Cellphone solitaire doesn't take the 100 hours that full-fledged electronic fantasy games can require, but cellphone carriers and game publishers are betting that those five minutes could turn gaming on cellphones and PDAs into a billion-dollar industry. While the action-heavy console world of shooter games and buxom babe warriors appeals to many men, women are driving about two-thirds of mobile gaming revenue by playing classics like Tetris and Mahjong.

Women make up 59% of all consumers who play games on cellphones, according to Parks Associates, a research firm. And they drive more than 60 % of the revenue in almost every genre of mobile games, according to research firm Telephia Inc. The exception is in action and adventure, where men are the chief players.

Game marketers say the cellphone's ubiquity and casual nature make mobile gaming popular among women, who are less likely to shell out several hundred dollars for a console like the PlayStation 3 or the Xbox. Some mobile games are free. Others can cost from $3 to $9, and the payment model varies widely. Some games require a one-time payment or subscription.

“The console is about people who come home from work and stay up until 3 a.m. shooting things or killing people,” said Jason Spero, vice-president of marketing for mobile game company Digital Chocolate. “But on the phone, people play for two to five minutes at a time. You have totally different design parameters, and it's much more mass-market because everybody's got it in their pocket.”

Several of the top mobile games are vintage arcade titles like Pac-Man, so users already know the rules.
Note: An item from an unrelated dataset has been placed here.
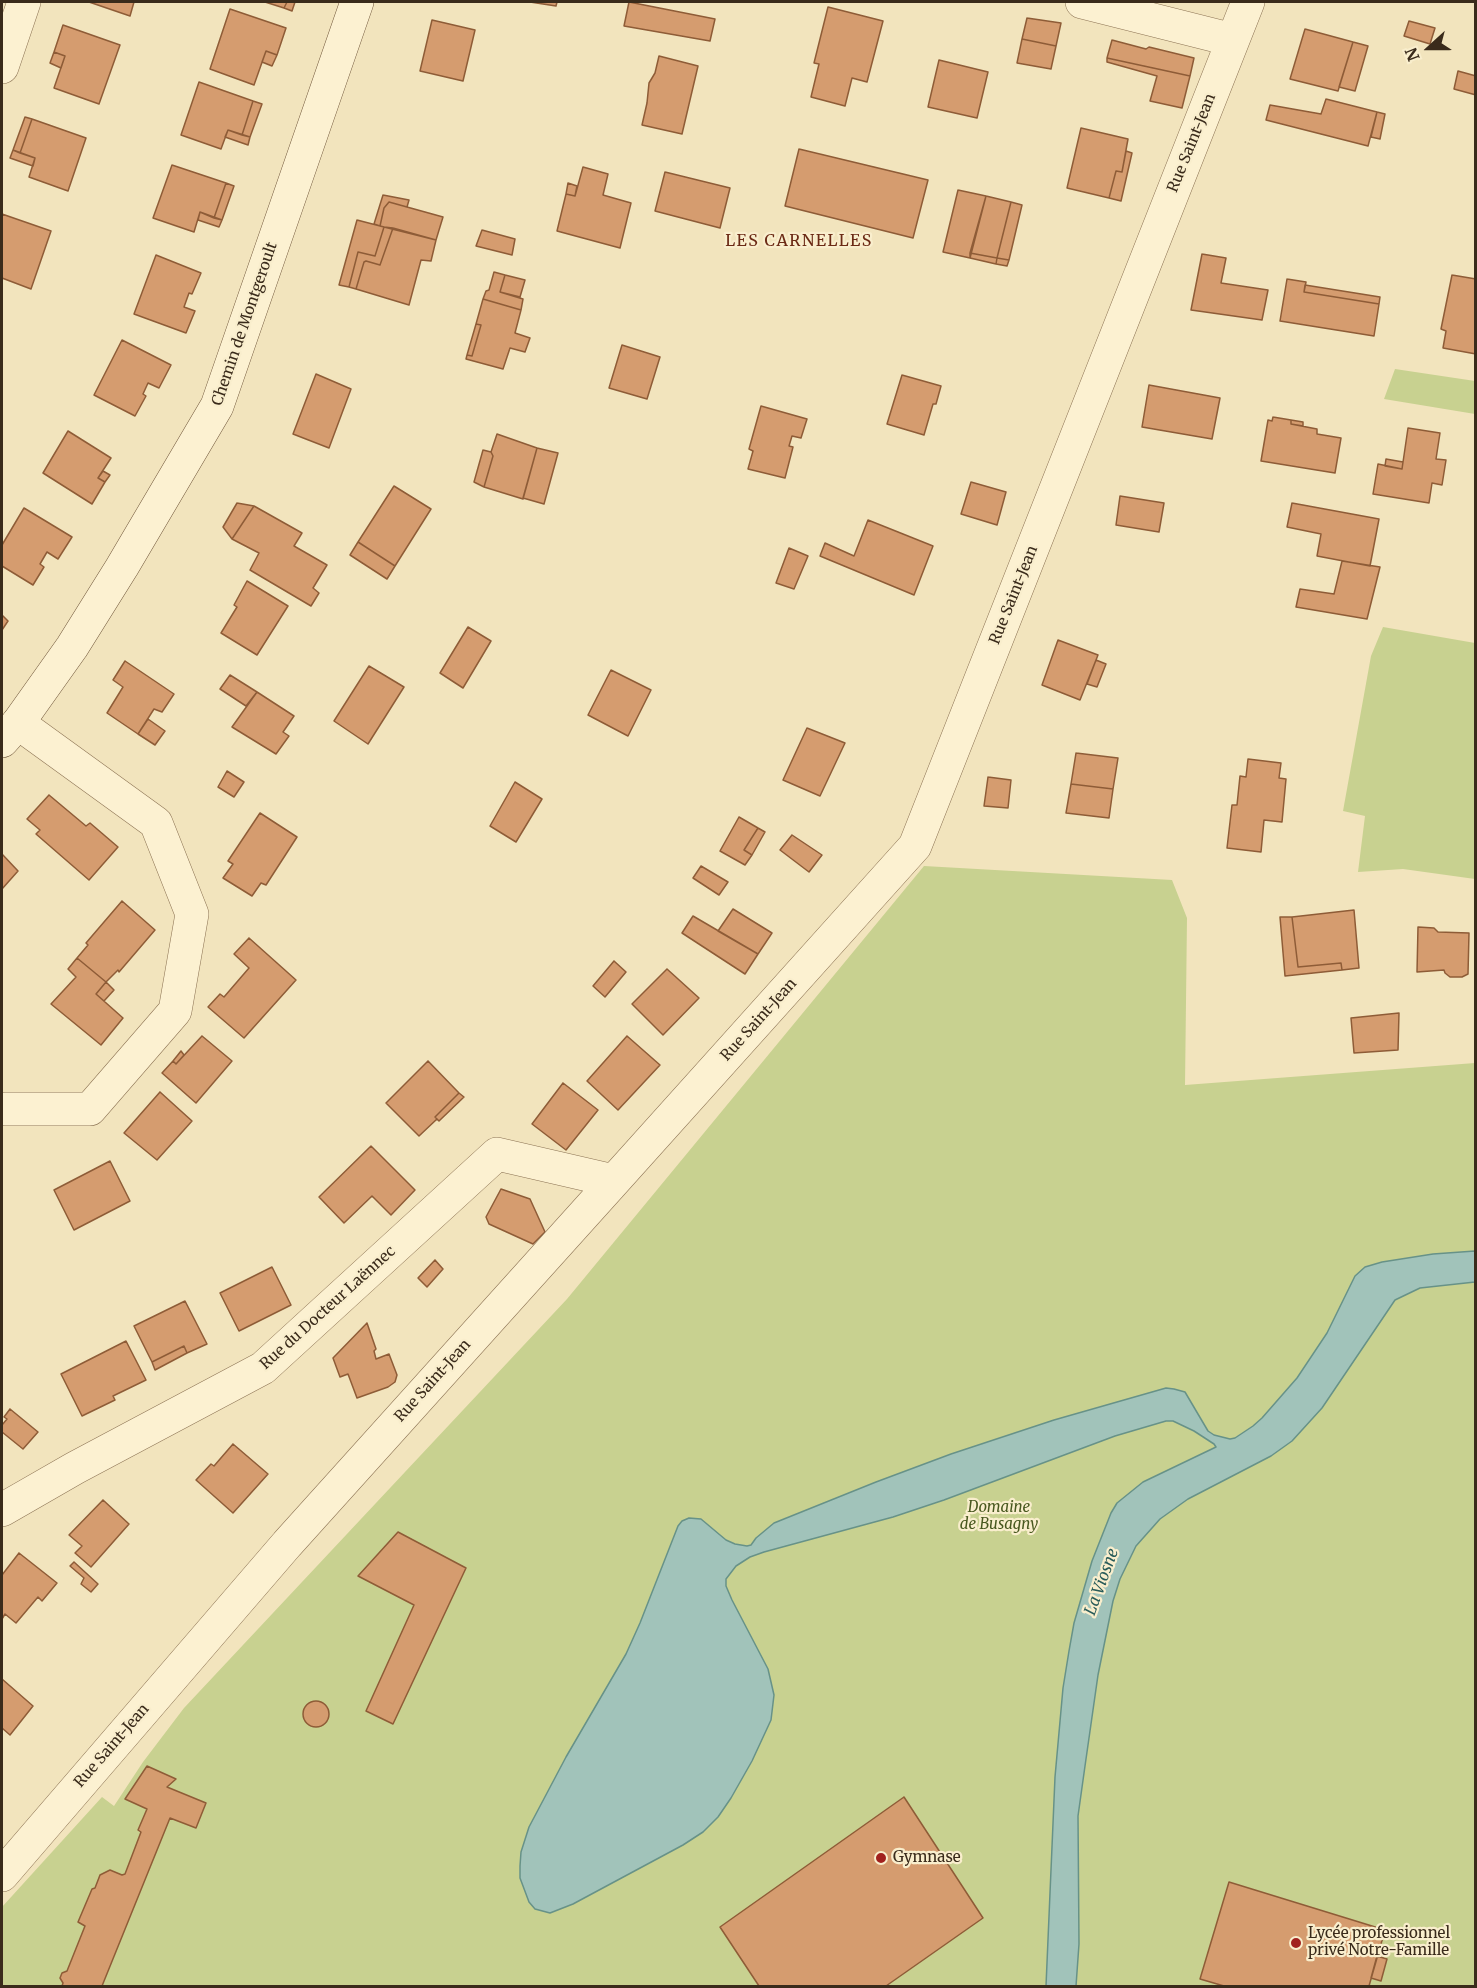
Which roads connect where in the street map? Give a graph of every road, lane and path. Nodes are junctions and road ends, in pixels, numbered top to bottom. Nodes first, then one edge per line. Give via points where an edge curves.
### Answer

By comparison, large-scale fantasy games can call for hefty strategy guides explaining the minutiae of imaginary worlds and can take days of uninterrupted playing for the most experienced gamers to win. For now, simple classics like Tetris, Bejeweled, and Mahjong top the mobile gaming charts.

“There's a zero learning curve. If you can become addicted to it within the first couple minutes, then it's successful,” said Scott Rubin, vice-president of sales and marketing at Namco Networks America Inc., part of gaming and entertainment...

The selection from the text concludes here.